In our default condition, we don’t mesh with God’s rules. Worse than that—we’re inherently hostile toward them.
Which means we’re going to break those laws. Sometimes (oftentimes) without even making a concerted effort to break them.
It’s just going to happen.
A lot.
And if sin is what happens when we break God’s law—and if our fleshly human minds are naturally inclined to break that law—and if the penalty for breaking that law is death—
Well, you see the problem.
In this scenario, if God has a purpose for us, it doesn’t matter, because we’ve shot ourselves in the foot from day one. We’re going to die, and we’re going to stay dead. That’s what we’ve earned.
A beautiful future—just out of reach
This is the moment when the value of the sacrifice starts to come into focus.
You have a purpose for existing. God the Father and Jesus Christ want you to live forever as a member of Their divine family. They want to bring you into a future with no more death or sorrow or crying or pain (Revelation 21:4). They want to share a productive, exciting eternity with you.
“Beloved, now we are children of God; and it has not yet been revealed what we shall be, but we know that when He is revealed, we shall be like Him, for we shall see Him as He is. And everyone who has this hope in Him purifies himself, just as He is pure” (1 John 3:2-3).
But your own actions have cut you off from that future, and you’re powerless to claw your way into it.
The cost of sin is a life. And from the foundation of the world (Revelation 13:8), Jesus and the Father resolved to pay that cost on our behalf.
“The goodness of God leads you to repentance” (Romans 2:4)—because of Christ’s sacrifice, repentance can lead to forgiveness, and forgiveness can lead to salvation.

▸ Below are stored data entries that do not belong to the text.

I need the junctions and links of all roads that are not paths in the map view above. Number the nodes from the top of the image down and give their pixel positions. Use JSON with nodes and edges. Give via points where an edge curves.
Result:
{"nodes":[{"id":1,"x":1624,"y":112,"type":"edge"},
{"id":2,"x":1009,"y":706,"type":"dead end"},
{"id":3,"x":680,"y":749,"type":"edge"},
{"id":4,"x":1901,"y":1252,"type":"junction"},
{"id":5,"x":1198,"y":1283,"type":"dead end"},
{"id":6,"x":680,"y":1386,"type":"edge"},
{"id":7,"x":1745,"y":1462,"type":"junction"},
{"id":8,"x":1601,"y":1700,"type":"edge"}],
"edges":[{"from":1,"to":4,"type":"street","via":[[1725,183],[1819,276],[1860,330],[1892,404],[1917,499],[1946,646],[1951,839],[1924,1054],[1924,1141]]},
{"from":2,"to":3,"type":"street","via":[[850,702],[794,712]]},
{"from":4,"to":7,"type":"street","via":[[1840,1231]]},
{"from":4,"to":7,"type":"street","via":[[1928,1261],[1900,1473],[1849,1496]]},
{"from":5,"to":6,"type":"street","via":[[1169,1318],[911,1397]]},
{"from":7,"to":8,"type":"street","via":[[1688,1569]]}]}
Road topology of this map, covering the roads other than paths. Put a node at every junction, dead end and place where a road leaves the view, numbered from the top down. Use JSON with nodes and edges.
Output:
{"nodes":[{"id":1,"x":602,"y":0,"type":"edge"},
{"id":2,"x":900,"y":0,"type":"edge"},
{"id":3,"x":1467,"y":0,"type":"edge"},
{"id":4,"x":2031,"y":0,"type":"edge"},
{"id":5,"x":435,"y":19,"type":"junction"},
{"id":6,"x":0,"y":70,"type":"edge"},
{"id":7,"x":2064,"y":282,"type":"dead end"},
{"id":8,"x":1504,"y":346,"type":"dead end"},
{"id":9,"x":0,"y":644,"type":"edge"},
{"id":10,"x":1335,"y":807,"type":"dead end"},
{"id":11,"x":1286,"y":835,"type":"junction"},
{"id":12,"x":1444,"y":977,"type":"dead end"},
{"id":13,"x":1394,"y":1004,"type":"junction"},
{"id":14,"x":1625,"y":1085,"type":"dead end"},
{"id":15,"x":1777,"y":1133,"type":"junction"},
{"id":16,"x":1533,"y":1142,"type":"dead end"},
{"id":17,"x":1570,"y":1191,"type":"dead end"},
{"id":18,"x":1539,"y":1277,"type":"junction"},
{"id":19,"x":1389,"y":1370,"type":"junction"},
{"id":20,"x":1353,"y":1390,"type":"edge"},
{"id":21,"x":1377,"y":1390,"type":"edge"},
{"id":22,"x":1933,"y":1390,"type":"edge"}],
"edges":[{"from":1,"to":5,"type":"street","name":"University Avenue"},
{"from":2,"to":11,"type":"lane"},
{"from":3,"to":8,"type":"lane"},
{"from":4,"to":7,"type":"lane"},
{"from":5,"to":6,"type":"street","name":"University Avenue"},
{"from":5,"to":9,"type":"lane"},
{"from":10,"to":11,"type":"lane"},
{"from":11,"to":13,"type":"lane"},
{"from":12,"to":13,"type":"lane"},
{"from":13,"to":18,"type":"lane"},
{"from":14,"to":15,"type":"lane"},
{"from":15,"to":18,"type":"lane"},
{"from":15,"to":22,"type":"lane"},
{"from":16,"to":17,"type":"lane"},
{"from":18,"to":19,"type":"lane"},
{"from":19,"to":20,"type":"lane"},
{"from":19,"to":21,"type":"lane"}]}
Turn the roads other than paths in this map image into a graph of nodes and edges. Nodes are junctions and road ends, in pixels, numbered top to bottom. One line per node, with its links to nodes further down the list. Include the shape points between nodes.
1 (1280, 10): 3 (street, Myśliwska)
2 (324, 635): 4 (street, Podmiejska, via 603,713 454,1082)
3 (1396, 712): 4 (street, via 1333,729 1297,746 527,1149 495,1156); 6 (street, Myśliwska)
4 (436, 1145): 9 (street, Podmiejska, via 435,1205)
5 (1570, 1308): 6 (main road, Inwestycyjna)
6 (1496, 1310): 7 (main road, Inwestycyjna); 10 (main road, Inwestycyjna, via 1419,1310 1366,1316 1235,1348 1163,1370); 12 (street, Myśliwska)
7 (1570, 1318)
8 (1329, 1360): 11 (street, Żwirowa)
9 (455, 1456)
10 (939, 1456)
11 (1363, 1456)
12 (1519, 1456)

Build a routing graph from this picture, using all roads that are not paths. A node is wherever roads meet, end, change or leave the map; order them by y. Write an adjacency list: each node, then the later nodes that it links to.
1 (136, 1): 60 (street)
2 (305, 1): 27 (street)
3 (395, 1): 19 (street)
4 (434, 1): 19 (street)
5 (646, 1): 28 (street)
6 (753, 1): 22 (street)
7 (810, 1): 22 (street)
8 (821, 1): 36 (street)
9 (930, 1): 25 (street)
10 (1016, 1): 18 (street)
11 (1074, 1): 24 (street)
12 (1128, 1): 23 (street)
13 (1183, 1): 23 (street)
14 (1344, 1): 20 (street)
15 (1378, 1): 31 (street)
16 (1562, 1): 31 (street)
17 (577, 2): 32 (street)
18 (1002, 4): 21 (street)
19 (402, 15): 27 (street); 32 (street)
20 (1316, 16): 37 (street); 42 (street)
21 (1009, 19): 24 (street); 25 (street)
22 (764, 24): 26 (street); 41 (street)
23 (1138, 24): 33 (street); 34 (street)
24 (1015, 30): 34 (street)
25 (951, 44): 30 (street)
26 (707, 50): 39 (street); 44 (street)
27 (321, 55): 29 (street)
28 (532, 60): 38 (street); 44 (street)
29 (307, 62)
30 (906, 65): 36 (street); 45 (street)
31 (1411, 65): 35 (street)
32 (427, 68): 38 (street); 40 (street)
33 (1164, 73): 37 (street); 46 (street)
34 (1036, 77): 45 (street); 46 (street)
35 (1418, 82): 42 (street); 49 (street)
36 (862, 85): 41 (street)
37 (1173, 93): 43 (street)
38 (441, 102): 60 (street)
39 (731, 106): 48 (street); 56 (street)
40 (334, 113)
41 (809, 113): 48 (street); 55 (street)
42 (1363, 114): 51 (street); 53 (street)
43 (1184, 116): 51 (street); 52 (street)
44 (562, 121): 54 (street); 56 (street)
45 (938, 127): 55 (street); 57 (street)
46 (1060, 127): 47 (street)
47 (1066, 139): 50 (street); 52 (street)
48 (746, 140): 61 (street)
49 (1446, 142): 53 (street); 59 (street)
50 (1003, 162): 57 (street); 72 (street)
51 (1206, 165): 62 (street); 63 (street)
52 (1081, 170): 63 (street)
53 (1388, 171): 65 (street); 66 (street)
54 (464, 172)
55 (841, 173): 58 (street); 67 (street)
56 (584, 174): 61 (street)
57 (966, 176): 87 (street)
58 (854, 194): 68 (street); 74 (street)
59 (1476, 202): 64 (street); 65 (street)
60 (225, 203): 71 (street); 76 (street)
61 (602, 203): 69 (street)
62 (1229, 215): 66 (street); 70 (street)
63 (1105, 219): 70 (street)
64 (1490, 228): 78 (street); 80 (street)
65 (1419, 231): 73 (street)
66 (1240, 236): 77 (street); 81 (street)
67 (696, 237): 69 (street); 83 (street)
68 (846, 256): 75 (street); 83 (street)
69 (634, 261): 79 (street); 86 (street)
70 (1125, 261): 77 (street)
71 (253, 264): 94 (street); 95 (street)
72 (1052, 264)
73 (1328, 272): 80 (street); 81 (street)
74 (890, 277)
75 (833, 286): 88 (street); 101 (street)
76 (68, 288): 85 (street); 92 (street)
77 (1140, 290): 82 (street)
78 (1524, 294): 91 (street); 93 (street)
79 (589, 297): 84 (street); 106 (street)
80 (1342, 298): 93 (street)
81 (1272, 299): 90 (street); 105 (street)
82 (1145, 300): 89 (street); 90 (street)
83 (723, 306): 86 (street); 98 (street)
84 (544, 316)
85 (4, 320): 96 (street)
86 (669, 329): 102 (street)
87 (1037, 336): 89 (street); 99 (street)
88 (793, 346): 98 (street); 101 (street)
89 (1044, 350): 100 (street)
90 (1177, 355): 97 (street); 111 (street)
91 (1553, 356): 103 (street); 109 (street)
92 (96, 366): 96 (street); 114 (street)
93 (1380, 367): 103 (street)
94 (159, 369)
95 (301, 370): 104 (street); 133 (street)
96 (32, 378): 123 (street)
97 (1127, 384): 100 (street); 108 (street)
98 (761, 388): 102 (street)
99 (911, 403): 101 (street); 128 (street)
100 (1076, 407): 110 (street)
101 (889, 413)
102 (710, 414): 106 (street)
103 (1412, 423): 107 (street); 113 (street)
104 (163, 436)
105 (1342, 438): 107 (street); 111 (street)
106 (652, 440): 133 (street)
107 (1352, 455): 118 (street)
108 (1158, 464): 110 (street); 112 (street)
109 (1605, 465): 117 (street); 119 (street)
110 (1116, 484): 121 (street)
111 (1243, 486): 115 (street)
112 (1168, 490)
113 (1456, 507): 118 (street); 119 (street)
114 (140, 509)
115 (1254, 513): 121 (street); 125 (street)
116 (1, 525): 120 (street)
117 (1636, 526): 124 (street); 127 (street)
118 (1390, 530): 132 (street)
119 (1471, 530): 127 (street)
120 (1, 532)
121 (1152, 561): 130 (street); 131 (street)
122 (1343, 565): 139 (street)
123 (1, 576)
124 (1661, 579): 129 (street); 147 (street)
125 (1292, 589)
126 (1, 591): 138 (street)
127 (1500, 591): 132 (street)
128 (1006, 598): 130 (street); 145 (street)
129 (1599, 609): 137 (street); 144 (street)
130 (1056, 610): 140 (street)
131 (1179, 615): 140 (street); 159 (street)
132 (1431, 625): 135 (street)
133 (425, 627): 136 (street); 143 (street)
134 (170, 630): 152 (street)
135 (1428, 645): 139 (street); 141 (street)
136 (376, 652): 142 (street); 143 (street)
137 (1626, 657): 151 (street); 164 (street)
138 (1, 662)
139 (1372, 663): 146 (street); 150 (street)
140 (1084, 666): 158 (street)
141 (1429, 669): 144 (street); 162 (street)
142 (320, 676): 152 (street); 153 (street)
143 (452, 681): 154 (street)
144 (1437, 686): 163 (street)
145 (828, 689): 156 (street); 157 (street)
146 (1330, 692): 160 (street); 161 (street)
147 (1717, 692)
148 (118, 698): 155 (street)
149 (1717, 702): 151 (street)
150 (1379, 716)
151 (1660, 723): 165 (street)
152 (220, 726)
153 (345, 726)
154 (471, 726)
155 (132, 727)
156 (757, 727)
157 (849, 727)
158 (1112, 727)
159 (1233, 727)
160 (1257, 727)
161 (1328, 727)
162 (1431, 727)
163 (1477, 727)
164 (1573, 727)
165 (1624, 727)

A plan that includes everyone
But again, all this will make a difference only if you want your life to have meaning and purpose. You’re free to ignore it entirely—as long as you’re content with a life completely disconnected from the reason for its own existence.
I don’t think anyone is truly okay with missing out on that.
But there’s another facet to this whole plan, and it’s one we can’t afford to ignore:
Jesus said, “No one can come to Me unless the Father who sent Me draws him” (John 6:44).
The only reason things start clicking in our minds—the only reason we come to appreciate the preciousness of the sacrifice we didn’t ask for that pays the penalty for rules we weren’t even trying to break—is because God the Father personally chooses to help us understand.
We can’t will ourselves to understand the future God has in store for us. Only God can help us see it—and help us want it. Which also means there are billions who have lived and died without having been given that understanding by God.
But they didn’t die without hope.
God’s plan is huge and comprehensive. In this article, we are only briefly touching on concepts with an incredible depth and breadth. If you want to dive deeper, you can do that by downloading four of our Journeys: “Knowing God,” “The Problem of Evil,” “The Plan of God” and “The People of God.”
But for now, suffice it to say that God is a fair, merciful and loving God, “not willing that any should perish but that all should come to repentance” (2 Peter 3:9). He has a plan to give everyone the opportunity to join His family—including those who died without understanding their potential in His plan.
The truth of the matter
The message of salvation is a beautiful thing—if you’re a Christian. “To those who are called, both Jews and Greeks, Christ is the power of God and the wisdom of God” (1 Corinthians 1:24, NET Bible).
To others, it’s often a stumbling block or else just plain foolishness—for now.
And that’s okay. God is patient, and He’ll help everyone to see the truth of the matter at the right time and in the right way.
The truth is, you don’t need the sacrifice of Jesus Christ—unless you want to be part of the future God has planned.
And behind that truth is another, equally important truth:
You do want to be part of that future.